What you will do
Reproduce the records exactly. Leave the pictures out.
BEGIN Extracted information
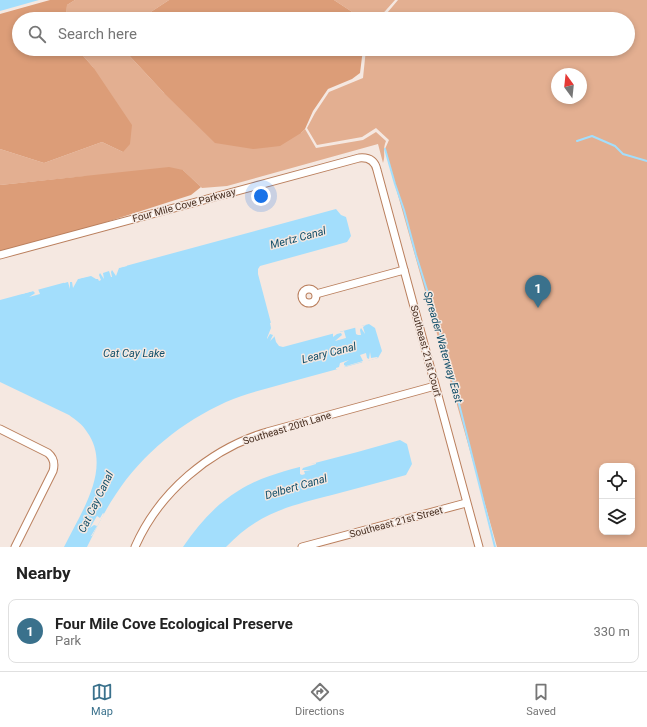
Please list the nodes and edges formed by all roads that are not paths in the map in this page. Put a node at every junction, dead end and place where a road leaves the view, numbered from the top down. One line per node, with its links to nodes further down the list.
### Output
1 (368, 159): 2 (street, Four Mile Cove Parkway); 3 (street, Southeast 21st Court)
2 (0, 255)
3 (404, 270): 4 (street); 5 (street, Southeast 21st Court)
4 (316, 294)
5 (435, 386): 7 (street, Southeast 21st Court); 9 (street, Southeast 20th Lane)
6 (0, 429): 8 (street)
7 (466, 503): 10 (street, Southeast 21st Street); 11 (street, Southeast 21st Court)
8 (15, 547)
9 (135, 547)
10 (302, 547)
11 (479, 547)

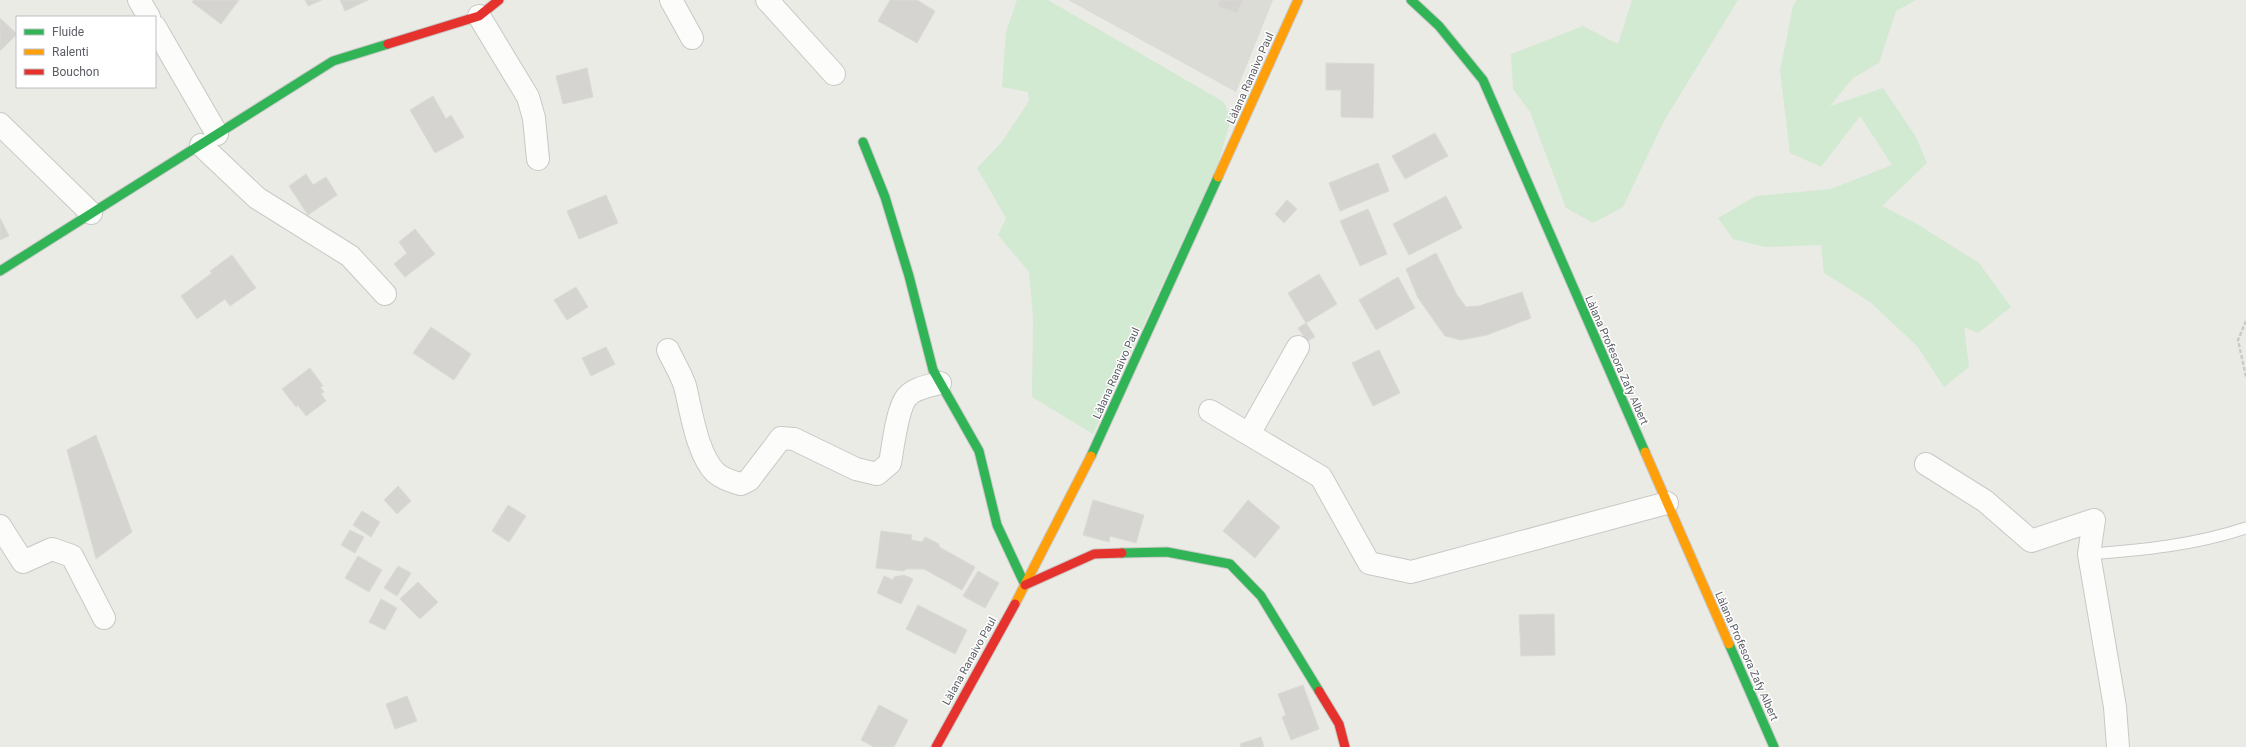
END Extracted information
Output
Please list the nodes and edges formed by all roads that are not paths in the map in this page. Put a node at every junction, dead end and place where a road leaves the view, numbered from the top down. One line per node, with its links to nodes further down the list.
### Output
1 (368, 159): 2 (street, Four Mile Cove Parkway); 3 (street, Southeast 21st Court)
2 (0, 255)
3 (404, 270): 4 (street); 5 (street, Southeast 21st Court)
4 (316, 294)
5 (435, 386): 7 (street, Southeast 21st Court); 9 (street, Southeast 20th Lane)
6 (0, 429): 8 (street)
7 (466, 503): 10 (street, Southeast 21st Street); 11 (street, Southeast 21st Court)
8 (15, 547)
9 (135, 547)
10 (302, 547)
11 (479, 547)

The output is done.